EuroVoc is a multilingual thesaurus maintained by the Publications Office of the European Union, giving definitions of terms for official use. In the definition of "northern Europe", the following countries are included:
- Estonia
- Latvia
- Lithuania
- Denmark
- Finland
- Iceland
- Norway
- Sweden
as well as the dependent area:
- Faroe Islands
In this classification Jersey, Guernsey, the Isle of Man, the United Kingdom and Ireland are included in Western Europe.

===CIA World Factbook===

Regions of Europe based on CIA World Factbook:

In the CIA World Factbook, the description of each country includes information about "Location" under the heading "Geography", where the country is classified into a region.
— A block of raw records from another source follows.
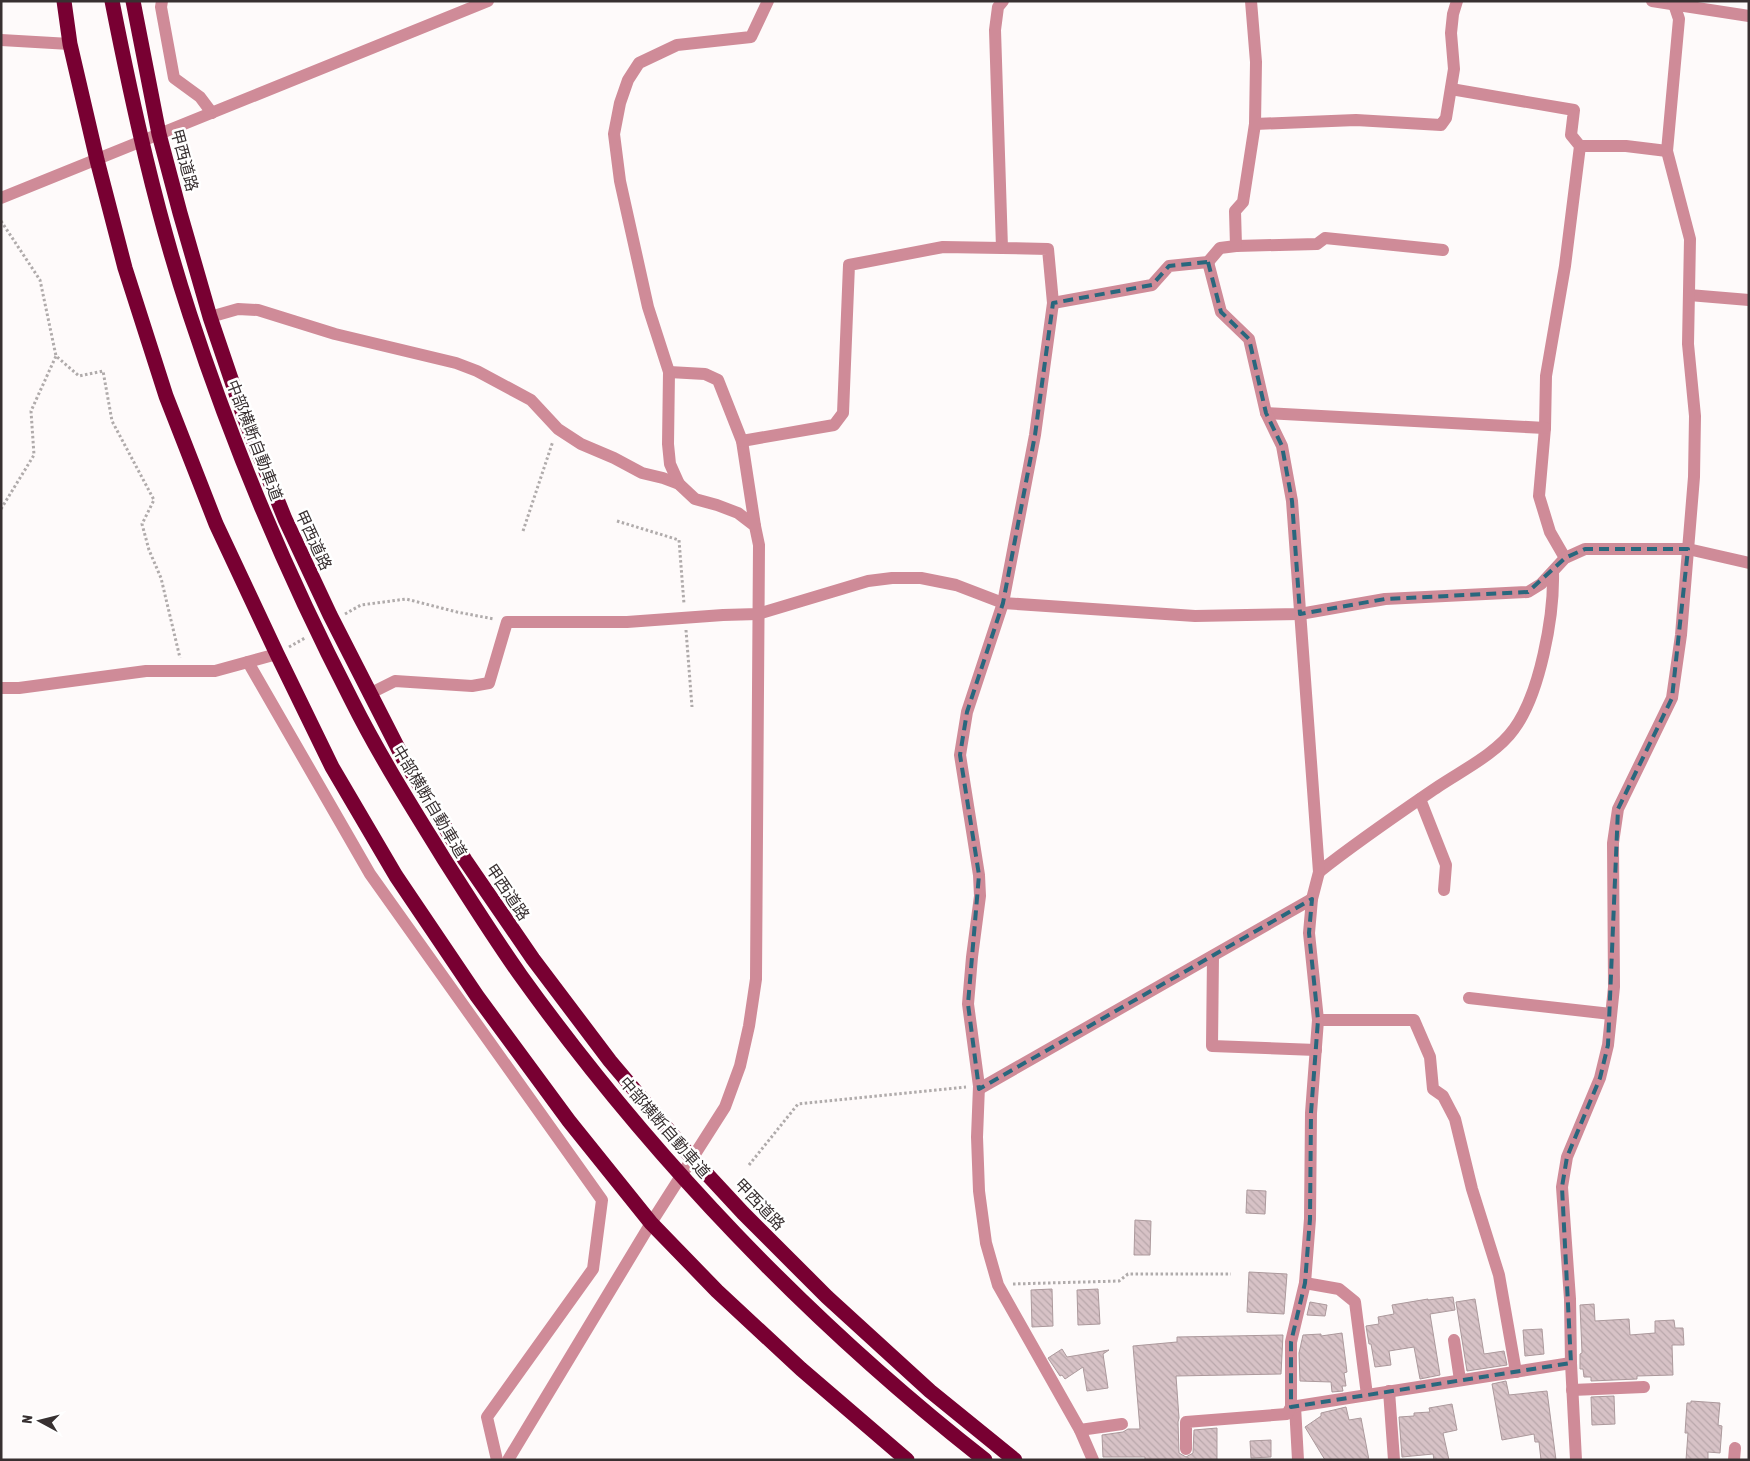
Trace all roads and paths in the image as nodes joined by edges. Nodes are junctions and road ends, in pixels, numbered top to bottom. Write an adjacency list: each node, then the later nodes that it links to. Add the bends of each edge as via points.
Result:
1 (64, 1): 14 (highway)
2 (112, 1): 91 (highway, 中部横断自動車道, bridge, via 132,102 159,211 223,411 304,603 352,702 405,796 520,975 648,1137 794,1294 869,1364)
3 (133, 1): 18 (highway, 甲西道路)
4 (162, 1): 16 (street, via 174,78 200,97)
5 (488, 1): 16 (street)
6 (768, 1): 33 (street, via 751,38 677,45 639,63 620,102 614,134 620,181 648,308)
7 (1003, 1): 25 (street, via 998,7 995,30)
8 (1251, 1): 17 (street, via 1256,62)
9 (1456, 1): 15 (street, via 1451,34 1454,69)
10 (1652, 1): 11 (street)
11 (1674, 3): 12 (street); 20 (street, via 1679,19)
12 (1749, 16)
13 (1, 40): 14 (street)
14 (70, 44): 21 (highway)
15 (1451, 89): 17 (street, via 1446,118 1441,126 1356,120); 19 (street, via 1574,110 1571,135)
16 (212, 113): 18 (street)
17 (1255, 124): 24 (street, via 1243,202 1235,211)
18 (159, 134): 21 (street); 31 (highway, 甲西道路)
19 (1580, 146): 20 (street, via 1626,146); 35 (street, via 1565,266 1546,376)
20 (1667, 151): 28 (street, via 1690,239)
21 (97, 160): 22 (street); 54 (highway, via 125,268 166,396 216,524)
22 (1, 198)
23 (1, 221): 32 (path, via 40,280)
24 (1236, 246): 26 (street, via 1317,244 1325,238); 27 (street, via 1220,248)
25 (1002, 248): 30 (street, via 1048,249); 37 (street, via 943,247 850,265 843,413 834,425)
26 (1443, 250)
27 (1208, 262): 30 (street, via 1169,266 1152,285); 34 (street, via 1221,312 1248,340)
28 (1689, 295): 29 (street); 43 (street, via 1688,344 1695,416)
29 (1749, 300)
30 (1053, 303): 47 (street, via 1035,434)
31 (210, 317): 36 (street, via 238,309 258,310 335,334 456,363 531,400); 51 (highway, 甲西道路, via 244,417 285,519)
32 (56, 356): 39 (path, via 32,411 34,455); 56 (path, via 79,376 103,371 112,421 154,500 142,524 161,578)
33 (669, 372): 37 (street, via 705,374 718,380); 38 (street, via 668,444 670,464)
34 (1266, 413): 35 (street); 49 (street, via 1282,446 1292,501)
35 (1545, 428): 44 (street, via 1539,496 1550,532)
36 (558, 429): 38 (street, via 580,444 642,473); 42 (path)
37 (742, 441): 41 (street)
38 (679, 484): 41 (street, via 695,500 738,513)
39 (1, 510)
40 (617, 521): 50 (path, via 679,540)
41 (755, 526): 48 (street, via 759,545)
42 (523, 531)
43 (1688, 550): 44 (street, via 1585,548); 45 (street); 66 (street, via 1672,698 1618,809 1613,843 1614,987)
44 (1565, 558): 46 (street)
45 (1749, 563)
46 (1553, 573): 49 (street, via 1528,592 1386,599); 60 (street, via 1544,647 1526,711 1513,731 1489,753)
47 (1003, 603): 48 (street, via 956,585 921,578 892,578 868,581); 49 (street, via 1195,616); 69 (street, via 967,712 960,755 979,875 980,896 968,1004)
48 (758, 614): 50 (street); 70 (street, via 756,979 750,1026 740,1066 725,1107)
49 (1300, 614): 61 (street)
50 (685, 618): 52 (street, via 627,622); 59 (path)
51 (333, 621): 52 (path, via 361,605 406,599); 58 (highway, 甲西道路)
52 (507, 622): 58 (street, via 489,683 472,686 395,681)
53 (309, 635): 54 (path)
54 (277, 654): 55 (street); 72 (highway, via 332,766 396,876 477,996 569,1121)
55 (248, 662): 56 (street, via 216,671); 88 (street, via 370,874 602,1200 593,1270 488,1416)
56 (183, 671): 57 (street, via 146,671)
57 (1, 688)
58 (370, 694): 70 (highway, 甲西道路, via 403,758 444,826 533,959 610,1061)
59 (692, 707)
60 (1420, 799): 61 (street); 62 (street, via 1446,865)
61 (1319, 872): 63 (street)
62 (1444, 890)
63 (1312, 899): 64 (street); 67 (street, via 1309,933)
64 (1213, 956): 68 (street, via 1212,1046); 69 (street)
65 (1469, 998): 66 (street)
66 (1611, 1014): 77 (street, via 1600,1078 1567,1157 1562,1187)
67 (1318, 1020): 68 (street); 78 (street, via 1414,1020 1430,1057 1433,1089 1443,1096 1455,1119 1472,1189 1499,1275)
68 (1316, 1050): 74 (street)
69 (979, 1088): 71 (path, via 798,1104); 75 (street, via 976,1137 979,1191 986,1243)
70 (692, 1158): 72 (street); 92 (highway, 甲西道路, via 827,1297 930,1391)
71 (749, 1166)
72 (651, 1223): 89 (street); 90 (highway, via 800,1369)
73 (1231, 1274): 75 (path, via 1128,1274 1118,1281)
74 (1305, 1283): 83 (street, via 1339,1289 1355,1302); 84 (street, via 1291,1342)
75 (998, 1285): 86 (street)
76 (1454, 1340): 79 (street)
77 (1571, 1363): 78 (street); 81 (street)
78 (1516, 1372): 79 (street)
79 (1460, 1380): 82 (street)
80 (1644, 1387): 81 (street)
81 (1572, 1390): 96 (street)
82 (1389, 1391): 83 (street); 95 (street)
83 (1367, 1395): 84 (street)
84 (1293, 1406): 87 (street, via 1287,1414 1186,1422); 94 (street)
85 (1122, 1424): 86 (street)
86 (1080, 1430): 93 (street)
87 (1186, 1449)
88 (497, 1460)
89 (508, 1460)
90 (907, 1460)
91 (985, 1460)
92 (1015, 1460)
93 (1093, 1460)
94 (1298, 1460)
95 (1394, 1460)
96 (1576, 1460)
The following countries are included in their classification "northern Europe":
- Denmark
- Finland
- Iceland
- Norway
- Sweden
as well as the dependent areas:
- Faroe Islands
- Jan Mayen
- Svalbard
In this classification Jersey, Guernsey, the Isle of Man, the United Kingdom and Ireland are included in Western Europe, while Estonia, Latvia and Lithuania are included in Eastern Europe.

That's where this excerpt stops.